In Overland, as with other roguelikes, that experience is wildly different. You cannot compare notes because you won’t see the same beats, characters, or choices. When you tell a story, it is wholly yours.

Unfortunately, the dissonance in Overland’s design comes about in the way it begs you to experience it as a linear narrative, despite its loose open-ended structure and abbreviated haiku-like play experiences.

For some reason, every random character you meet, no matter what playthrough you embark on, wants to get across the country, to the West Coast. This overarching objective feels pretty arbitrary in the face of certain annihilation, and because this is a capital-v Video Game the difficulty curve must rise as you get closer to your goal. It’s baffling to imagine why these characters thing salvation lies on the Pacific coast, even as they encounter stronger and stronger enemies on their trip.

The core experience in Overland is startlingly deliberate in its vision of the apocalypse. You can feel the despair and hopelessness in every single choice you make, and it makes you feel actual guilt and regret for your decisions — these characters will die permanently, after all, and you’re the only one who’ll remember them. And yet the game seems to labour under the assumption you’ll succeed, that This is The Run, that this is the group that will make it, all the while having such an apathy towards its characters that you can literally leave them dying in the street.

Overland’s failures aren’t caused by ludicrous difficulty or lose-lose situations.

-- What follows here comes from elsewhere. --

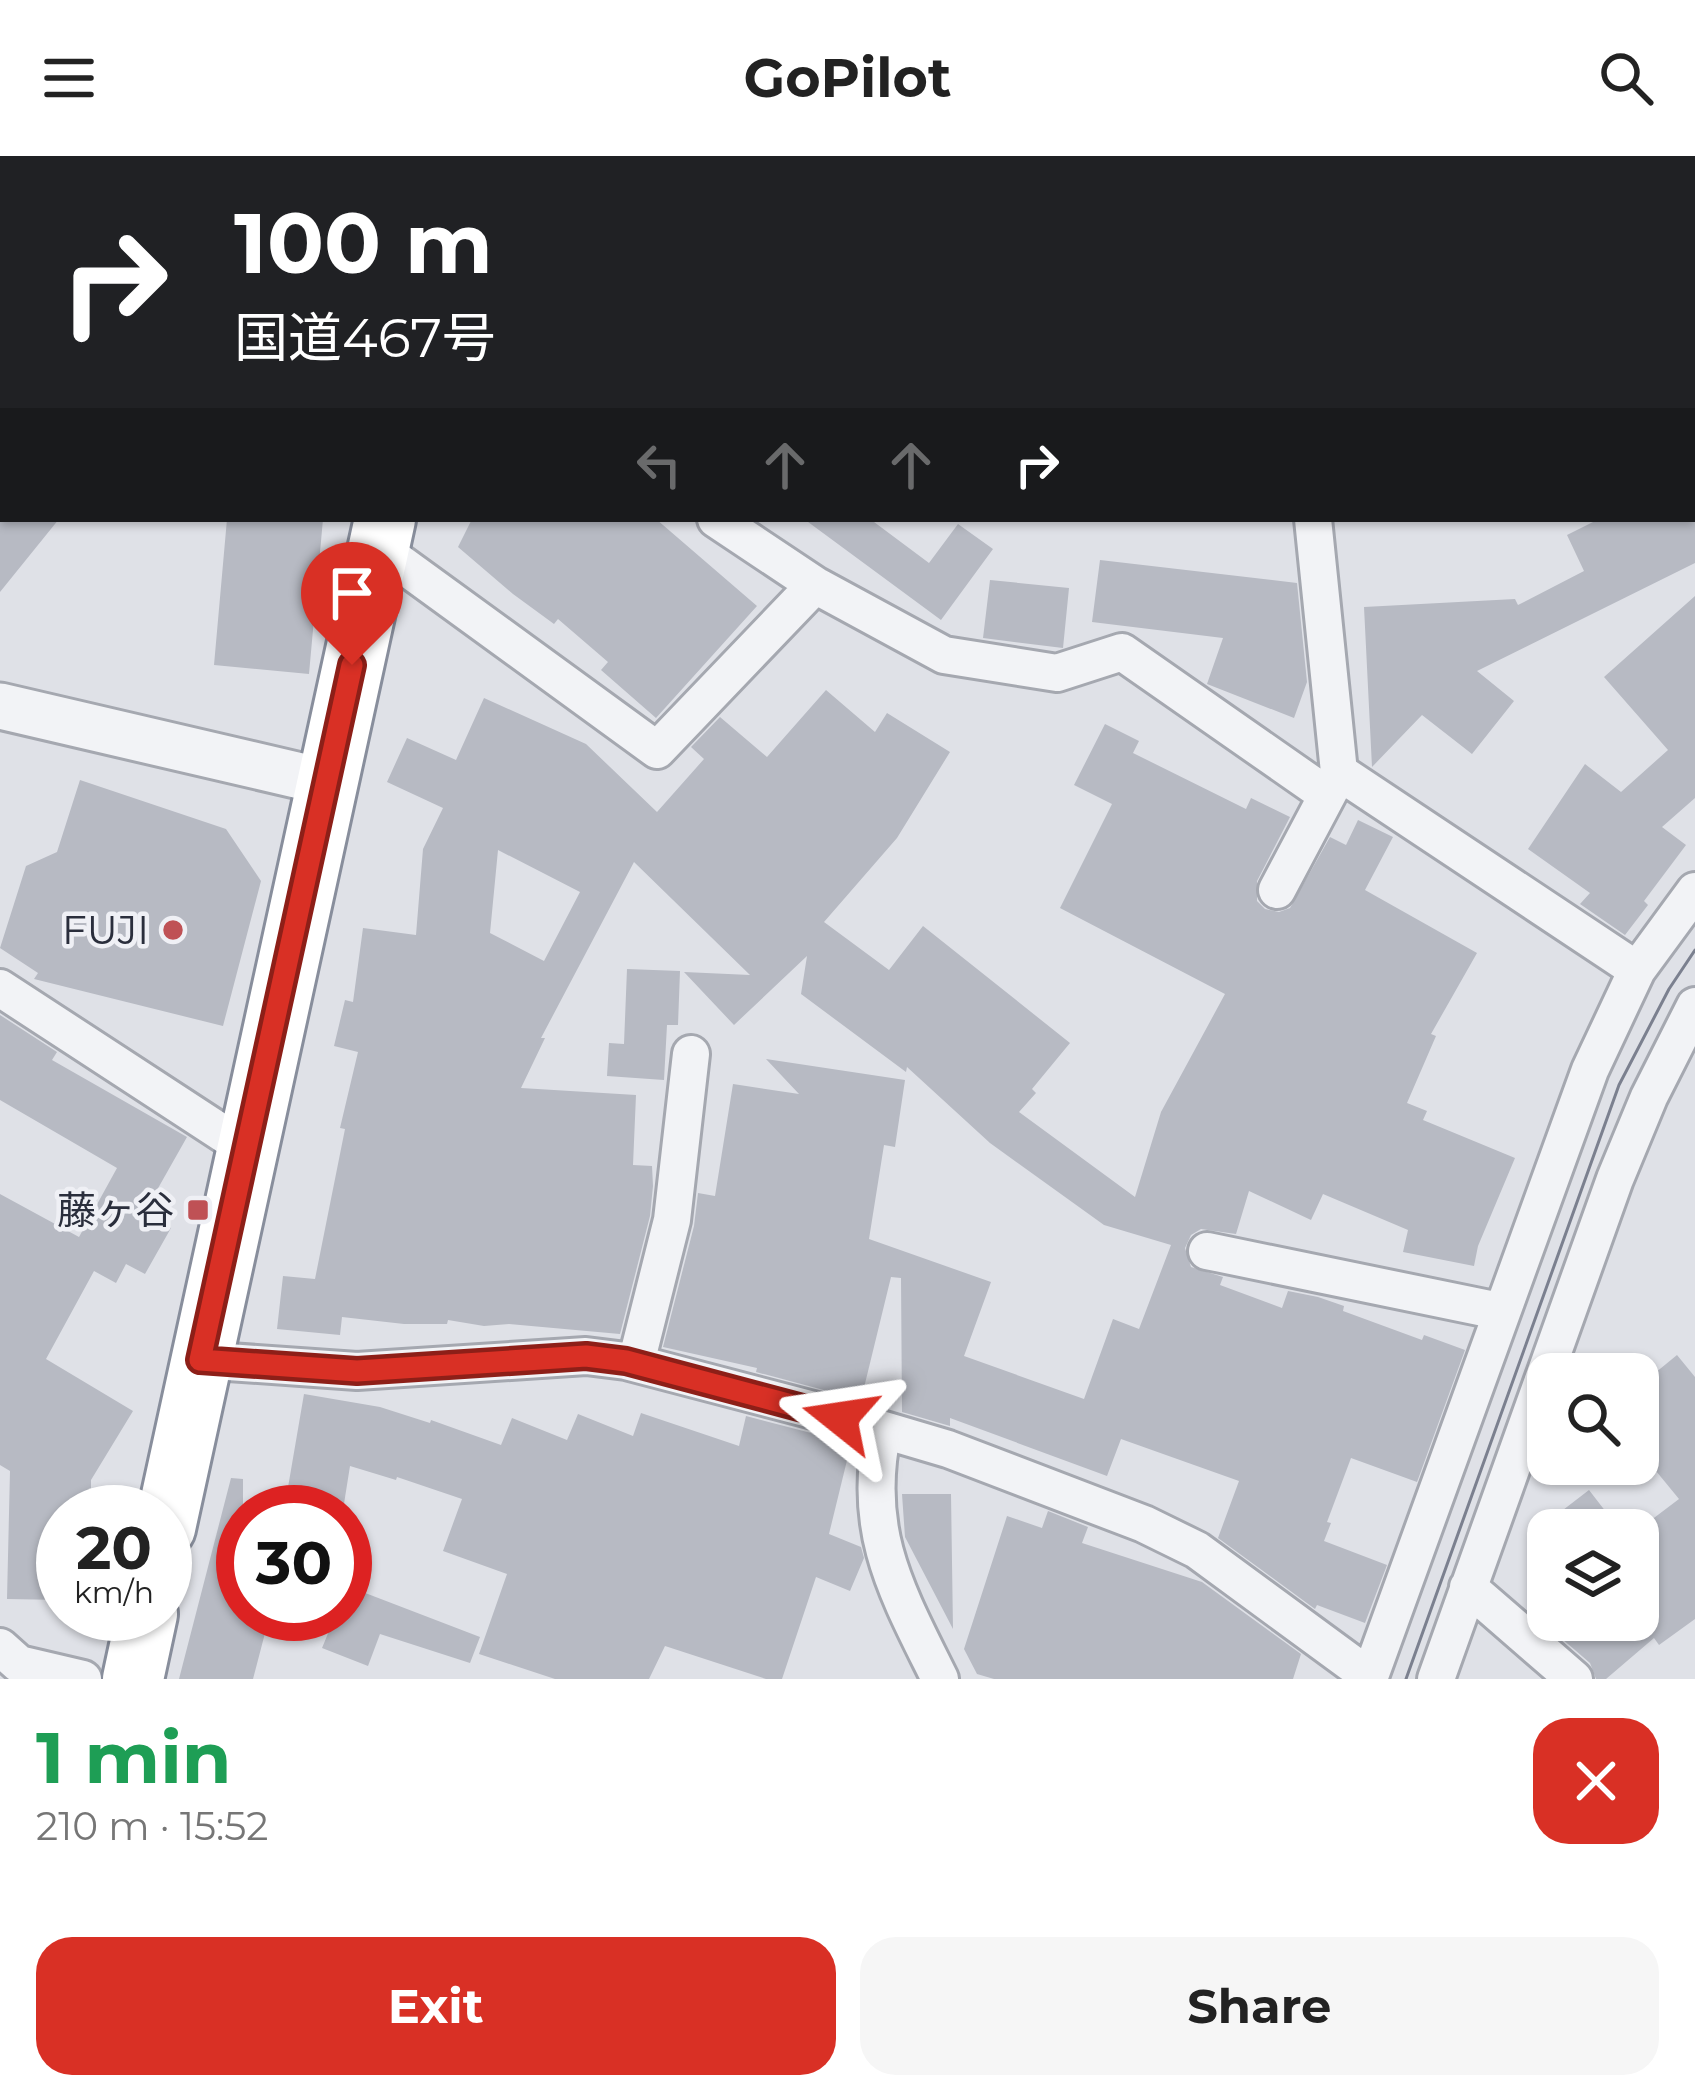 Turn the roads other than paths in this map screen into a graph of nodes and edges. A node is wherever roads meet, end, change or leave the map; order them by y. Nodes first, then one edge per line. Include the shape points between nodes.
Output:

That’s an intention of its design.

It’s a dual identity that Overland can’t escape, a need to present you with a flagpole at the end of a level, a necessity of structure As A Game that prevents it from being something truly, truly special.

Play it knowing that you will fail. Give yourself 20 minutes with its characters, getting to know them only briefly. Don’t succumb to despair as the bugs close in on them. Don’t feel guilt as their car begins to sputter and smoke, just before bursting into flames. Don’t let fear of the unknown keep you from venturing further into the night to look for fuel. You’re not here to collect survivors. You’re here to collect stories.